En prise avec la modernité, Adam Brown a très tôt pris le parti de lancer son entreprise vers la neutralité carbone. Eleonora Boscarelli

« Orlebar Brown représente une destination de vacances, certainement autour de l’eau, qu’il s’agisse d’une piscine, de la mer, d’un lac ou de tout autre type d’élément aquatique. Ce n’est pas une expérience solitaire, c’est une expérience sociale. Le soleil, la lumière fabuleuse, la présence d’amis et le plaisir sont des aspects essentiels. Nous ne sommes pas une marque urbaine, nous existons le long des côtes. Il y a de la musique, de la bonne nourriture et une énergie vivante associée à notre marque. »

En prise avec la modernité, Adam Brown a très tôt pris le parti de lancer son entreprise vers la neutralité carbone. « Nous sourçons et fabriquons la majorité de nos pièces au Portugal, ce qui augmente leur qualité et réduit l’impact de notre chaîne logistique. Par ailleurs, nous utilisons davantage de matériaux organiques, recyclés ou à base de plantes, comme nos shorts de bain Orlebar Brown Classics qui sont réalisés en plastique recyclé. Notre ligne de lunettes de soleil est en acétate biocirculaire et métal recyclé. Enfin, sur notre site, il est possible de voir le carbone émis par chacun de nos produits, ainsi que nos moyens de rééquilibrer les choses.
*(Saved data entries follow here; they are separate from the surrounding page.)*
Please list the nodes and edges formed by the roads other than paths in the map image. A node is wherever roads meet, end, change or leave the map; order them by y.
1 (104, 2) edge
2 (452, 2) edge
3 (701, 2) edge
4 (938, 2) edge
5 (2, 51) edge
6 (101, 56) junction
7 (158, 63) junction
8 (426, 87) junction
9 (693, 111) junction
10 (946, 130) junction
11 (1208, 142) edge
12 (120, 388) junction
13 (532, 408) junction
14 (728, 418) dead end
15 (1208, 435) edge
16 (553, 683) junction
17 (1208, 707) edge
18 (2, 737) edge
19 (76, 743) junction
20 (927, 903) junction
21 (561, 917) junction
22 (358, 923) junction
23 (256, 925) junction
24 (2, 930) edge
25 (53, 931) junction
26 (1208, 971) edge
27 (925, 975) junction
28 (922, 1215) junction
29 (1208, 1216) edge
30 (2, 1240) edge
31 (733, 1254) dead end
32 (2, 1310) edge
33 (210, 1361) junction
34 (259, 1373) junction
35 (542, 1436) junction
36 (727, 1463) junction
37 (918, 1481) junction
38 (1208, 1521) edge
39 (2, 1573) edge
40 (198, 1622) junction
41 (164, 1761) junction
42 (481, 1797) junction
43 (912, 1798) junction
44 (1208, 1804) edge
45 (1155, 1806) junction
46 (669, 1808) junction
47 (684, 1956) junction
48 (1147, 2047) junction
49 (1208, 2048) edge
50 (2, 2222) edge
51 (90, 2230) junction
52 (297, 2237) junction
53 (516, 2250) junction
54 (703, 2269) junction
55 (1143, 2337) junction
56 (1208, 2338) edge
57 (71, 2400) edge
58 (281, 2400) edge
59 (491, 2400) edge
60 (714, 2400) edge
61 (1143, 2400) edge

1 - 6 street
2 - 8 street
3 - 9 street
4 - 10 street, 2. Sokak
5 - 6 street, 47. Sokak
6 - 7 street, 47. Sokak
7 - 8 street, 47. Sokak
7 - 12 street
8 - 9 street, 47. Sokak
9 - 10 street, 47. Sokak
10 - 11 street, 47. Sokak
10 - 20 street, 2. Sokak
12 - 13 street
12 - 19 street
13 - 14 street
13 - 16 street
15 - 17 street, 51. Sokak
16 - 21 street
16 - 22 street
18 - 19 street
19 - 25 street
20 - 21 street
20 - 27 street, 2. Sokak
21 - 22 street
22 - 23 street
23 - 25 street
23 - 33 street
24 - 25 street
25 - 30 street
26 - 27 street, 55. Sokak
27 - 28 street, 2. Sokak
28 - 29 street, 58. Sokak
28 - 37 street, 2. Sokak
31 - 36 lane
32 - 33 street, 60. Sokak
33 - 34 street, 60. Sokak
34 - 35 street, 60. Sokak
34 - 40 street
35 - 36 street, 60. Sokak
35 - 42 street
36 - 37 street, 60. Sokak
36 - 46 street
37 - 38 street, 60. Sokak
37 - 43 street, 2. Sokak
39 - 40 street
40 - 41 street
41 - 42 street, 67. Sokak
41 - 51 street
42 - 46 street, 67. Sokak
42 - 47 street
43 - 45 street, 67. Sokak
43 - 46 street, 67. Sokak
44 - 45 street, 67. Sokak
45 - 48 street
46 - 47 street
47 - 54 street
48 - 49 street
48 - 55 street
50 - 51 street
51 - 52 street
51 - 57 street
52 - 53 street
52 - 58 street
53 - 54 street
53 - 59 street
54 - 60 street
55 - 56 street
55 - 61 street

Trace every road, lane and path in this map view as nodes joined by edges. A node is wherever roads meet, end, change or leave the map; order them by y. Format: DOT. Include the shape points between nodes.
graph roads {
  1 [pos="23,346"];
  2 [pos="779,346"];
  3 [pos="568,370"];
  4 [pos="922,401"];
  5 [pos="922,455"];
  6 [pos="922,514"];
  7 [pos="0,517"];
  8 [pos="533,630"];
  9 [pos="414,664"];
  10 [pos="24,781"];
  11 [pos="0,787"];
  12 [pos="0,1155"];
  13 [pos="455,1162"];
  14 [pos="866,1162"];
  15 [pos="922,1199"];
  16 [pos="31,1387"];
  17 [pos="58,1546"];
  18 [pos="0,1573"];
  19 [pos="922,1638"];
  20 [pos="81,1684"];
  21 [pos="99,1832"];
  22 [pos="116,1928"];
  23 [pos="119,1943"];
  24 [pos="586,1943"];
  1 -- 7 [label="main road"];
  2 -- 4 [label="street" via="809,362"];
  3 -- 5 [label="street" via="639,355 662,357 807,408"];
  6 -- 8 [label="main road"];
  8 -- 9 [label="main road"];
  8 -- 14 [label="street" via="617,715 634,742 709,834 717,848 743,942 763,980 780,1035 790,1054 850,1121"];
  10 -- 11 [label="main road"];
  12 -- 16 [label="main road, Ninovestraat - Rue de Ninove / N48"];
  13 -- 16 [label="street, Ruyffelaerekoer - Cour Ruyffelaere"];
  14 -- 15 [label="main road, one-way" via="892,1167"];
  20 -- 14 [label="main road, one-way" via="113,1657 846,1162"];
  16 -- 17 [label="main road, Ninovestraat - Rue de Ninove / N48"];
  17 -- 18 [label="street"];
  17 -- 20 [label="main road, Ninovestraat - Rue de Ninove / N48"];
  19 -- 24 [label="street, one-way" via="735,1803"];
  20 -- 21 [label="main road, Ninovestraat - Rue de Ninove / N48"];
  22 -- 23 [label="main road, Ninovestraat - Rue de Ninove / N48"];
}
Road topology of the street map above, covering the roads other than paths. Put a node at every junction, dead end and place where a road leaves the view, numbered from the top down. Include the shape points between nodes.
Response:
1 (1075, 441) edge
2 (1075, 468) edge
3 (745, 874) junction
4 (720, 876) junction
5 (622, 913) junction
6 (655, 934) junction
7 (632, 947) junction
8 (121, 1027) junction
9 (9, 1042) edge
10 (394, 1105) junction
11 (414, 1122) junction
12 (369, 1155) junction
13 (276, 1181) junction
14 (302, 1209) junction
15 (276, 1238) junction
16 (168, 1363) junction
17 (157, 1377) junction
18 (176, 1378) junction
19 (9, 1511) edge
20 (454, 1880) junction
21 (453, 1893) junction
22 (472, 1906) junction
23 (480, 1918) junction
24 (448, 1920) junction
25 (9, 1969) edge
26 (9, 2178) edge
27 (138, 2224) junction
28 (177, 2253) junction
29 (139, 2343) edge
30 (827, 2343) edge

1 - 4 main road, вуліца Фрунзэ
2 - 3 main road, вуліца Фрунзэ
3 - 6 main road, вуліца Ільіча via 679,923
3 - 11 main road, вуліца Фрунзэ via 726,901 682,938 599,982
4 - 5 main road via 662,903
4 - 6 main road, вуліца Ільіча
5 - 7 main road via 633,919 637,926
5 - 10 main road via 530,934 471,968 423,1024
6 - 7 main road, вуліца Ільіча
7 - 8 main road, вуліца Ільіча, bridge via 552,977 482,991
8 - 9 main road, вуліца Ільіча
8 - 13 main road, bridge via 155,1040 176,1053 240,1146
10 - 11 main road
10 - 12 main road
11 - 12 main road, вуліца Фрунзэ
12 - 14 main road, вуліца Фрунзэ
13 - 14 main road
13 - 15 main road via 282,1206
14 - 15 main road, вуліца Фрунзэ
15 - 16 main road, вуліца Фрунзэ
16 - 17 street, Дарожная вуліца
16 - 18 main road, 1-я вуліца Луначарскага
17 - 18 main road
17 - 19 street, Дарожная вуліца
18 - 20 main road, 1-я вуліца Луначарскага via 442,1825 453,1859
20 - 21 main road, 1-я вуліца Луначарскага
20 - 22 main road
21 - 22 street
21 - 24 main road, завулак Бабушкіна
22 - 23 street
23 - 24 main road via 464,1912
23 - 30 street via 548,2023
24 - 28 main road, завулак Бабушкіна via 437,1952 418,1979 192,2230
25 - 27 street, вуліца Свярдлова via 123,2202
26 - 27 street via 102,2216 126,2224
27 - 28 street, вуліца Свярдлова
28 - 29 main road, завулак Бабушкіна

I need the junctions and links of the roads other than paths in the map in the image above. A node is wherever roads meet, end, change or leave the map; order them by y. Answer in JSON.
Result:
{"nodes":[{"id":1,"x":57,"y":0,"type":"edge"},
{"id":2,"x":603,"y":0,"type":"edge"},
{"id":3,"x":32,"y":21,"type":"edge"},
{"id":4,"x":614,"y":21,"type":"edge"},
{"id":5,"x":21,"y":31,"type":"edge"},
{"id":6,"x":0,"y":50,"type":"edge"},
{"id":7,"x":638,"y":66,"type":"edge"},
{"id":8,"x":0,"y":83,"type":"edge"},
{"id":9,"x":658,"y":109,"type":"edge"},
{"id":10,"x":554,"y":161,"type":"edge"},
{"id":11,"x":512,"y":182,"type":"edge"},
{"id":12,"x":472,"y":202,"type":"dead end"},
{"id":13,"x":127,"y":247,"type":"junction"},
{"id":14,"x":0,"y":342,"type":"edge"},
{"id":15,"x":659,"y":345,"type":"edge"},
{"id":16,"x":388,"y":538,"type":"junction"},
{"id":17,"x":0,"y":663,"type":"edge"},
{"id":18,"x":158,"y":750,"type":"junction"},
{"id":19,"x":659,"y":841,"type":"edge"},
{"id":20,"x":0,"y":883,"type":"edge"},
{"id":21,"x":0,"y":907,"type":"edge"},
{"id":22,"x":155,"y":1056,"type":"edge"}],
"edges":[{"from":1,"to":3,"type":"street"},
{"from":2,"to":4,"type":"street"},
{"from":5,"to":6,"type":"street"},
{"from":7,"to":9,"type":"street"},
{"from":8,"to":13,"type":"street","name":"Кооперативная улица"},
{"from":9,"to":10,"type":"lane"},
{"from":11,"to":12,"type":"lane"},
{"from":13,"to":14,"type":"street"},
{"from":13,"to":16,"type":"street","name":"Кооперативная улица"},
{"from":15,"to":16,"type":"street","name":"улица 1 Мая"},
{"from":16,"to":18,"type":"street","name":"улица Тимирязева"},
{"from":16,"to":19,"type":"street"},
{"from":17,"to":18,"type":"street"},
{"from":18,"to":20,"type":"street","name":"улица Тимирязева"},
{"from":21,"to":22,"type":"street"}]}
Entre autres à travers les projets de Blue Carbon, qui restaurent la mangrove et les forêts de varech en Indonésie et Californie », explique l’entrepreneur.

Aujourd’hui, la marque compte plus de 40 boutiques et est présente dans plus de 250 points de vente à travers le monde.
Aujourd’hui, la marque compte plus de 40 boutiques et est présente dans plus de 250 points de vente à travers le monde. Eleonora Boscarelli

Il ne cache pas avoir en tête d’autres développements possibles, notamment dans le domaine de l’hôtellerie en bord de mer, avec une dimension écologique. Une autre piste pourrait être de se rapprocher du secteur de l’horlogerie. Amateur de belles montres sportives, une Panerai de sa collection à son poignet le jour de notre conversation, ce dandy qui se défend de l’être mais soigne son style ne masque pas son intérêt pour la question.

En 2020, il avait commencé une relation fructueuse avec IWC Schaffhausen, concrétisée par la montre Portugieser Yacht Club Chronographe Edition « Orlebar Brown ». Christoph Grainger-Herr, président de la manufacture horlogère suisse, se souvient de cette collaboration en termes élogieux : « Orlebar Brown réinvente la tenue de loisirs, qui devient à la fois sportive et élégante, et prouve ainsi que les hommes peuvent également être à leur avantage dans des tenues décontractées. L’entreprise, l’une des plus innovantes de son secteur, n’a de cesse de définir des standards élevés en matière de confort, de qualité et de fonctionnalité. » Des règles de conduite qui ne peuvent que mener loin.